For a picture diary of the below written recount, please view the photo stream below (21 images in all).
As soon as guests figured out that they could hang out in the kitchen - that there was more food there - the party really took off. Focused chefs behind the hot and cold preparation lines fixed up tray after tray of petit croque monsieurs, beef short ribs with a dollop of mashed potato, cups of butternut squash soup, cod croquettes, tarte flambees, and delightful little cones of fresh French fries. As dance music played, Keller stepped behind the line to stick his tasting spoon in this pot, then that bowl just to be sure that even these free hor d'oeuvres were up to par. Hilarity ensued when Chef entered the bread room, amused to find his bakers teaching guests how to bake epis (wheat-stalk shaped baguettes). Actor Aziz Ansari turned around to shout, "They're baking Pillsbury Crescent Rolls in your new oven!" Keller glanced over, cracked a smile, and then walked on. Guests, delighted, continued on in their bread lesson, waiting patiently for their loaves to bake so that they could take them home for breakfast.

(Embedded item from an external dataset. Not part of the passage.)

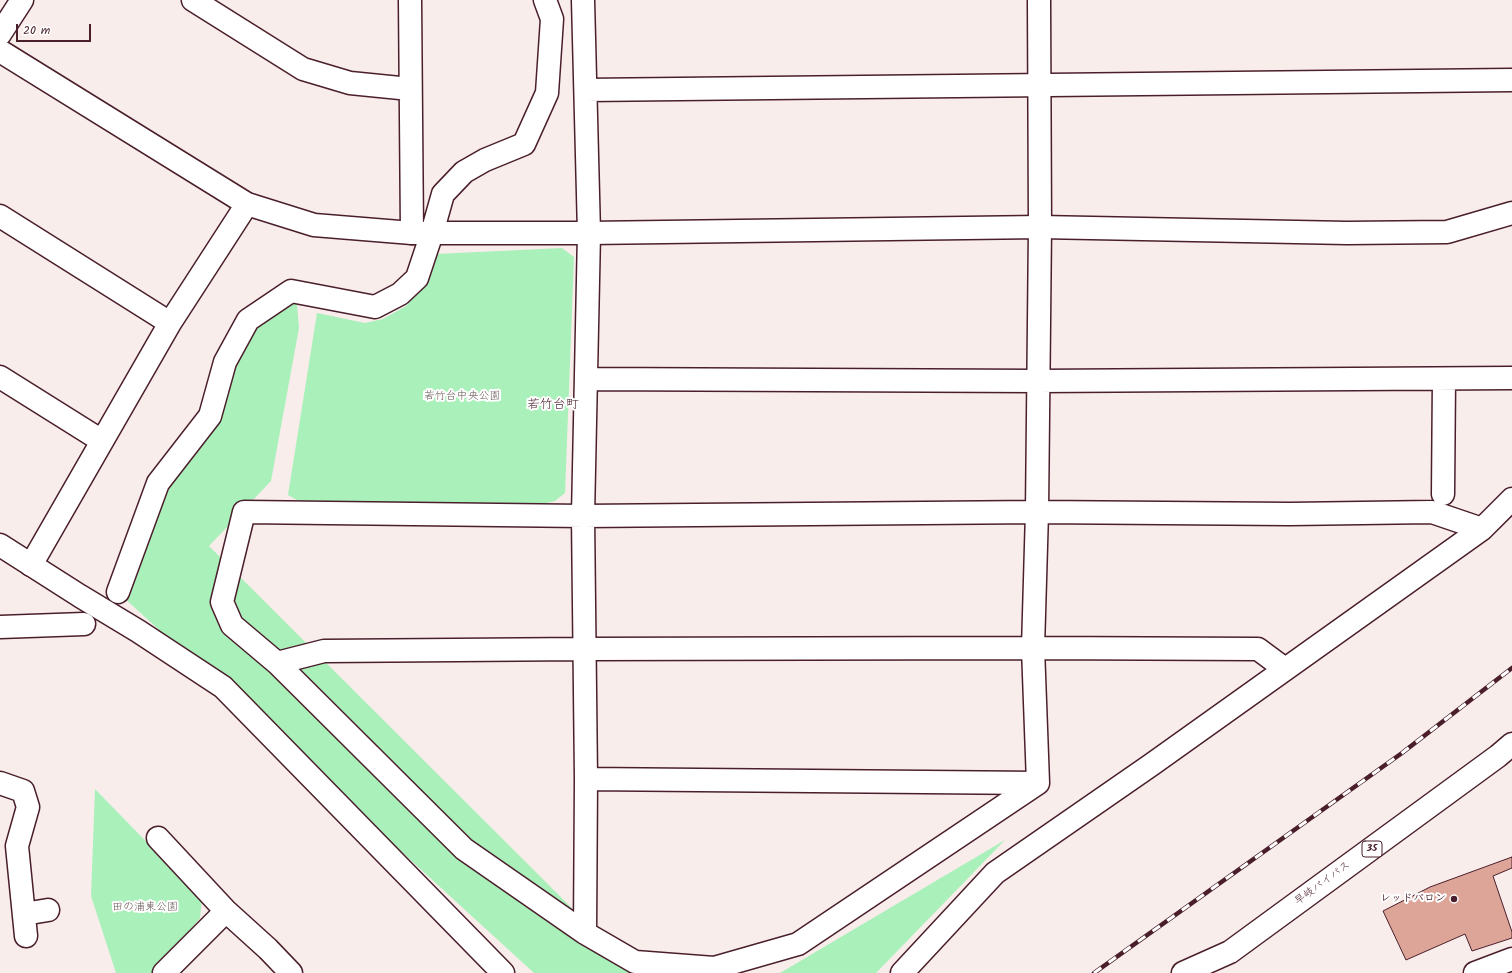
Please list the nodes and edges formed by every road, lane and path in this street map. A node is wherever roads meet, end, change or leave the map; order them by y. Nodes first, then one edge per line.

A cheese selection, house-made charcuterie, house-cured olives and baby vegetables, tapenades, honey comb, and a lifetime supply of freshly baked breads catered to endless lines. (Fact: Bouchon bakes its own bread three or more times a day.) There was a duo of cooks in one corner handing out paper cones of truffled popcorn, Keller's signature celebratory joke. The oyster bar, a vision in nickel and glass, churned out freshly shucked shellfish faster than the tipsy crowd could handle. Nearby, bartenders mixed drinks and poured wine. An accordionist, complete with striped sailor shirt and beret - seemingly flown in from the streets of Paris - played in the cocktail lounge. An ice sculpture of Bouchon's signature beach volley-boule graced an outdoor area and kept tray after tray of caviar crisps cool. A Josephine Baker-esque singer completed the old Paris - meets - new money look. It was a dizzying dazzle of decadence. The only question that remains: what's next? Will Bouchon Bakery open in the space next door? No one knows, everyone is keeping their fingers crossed.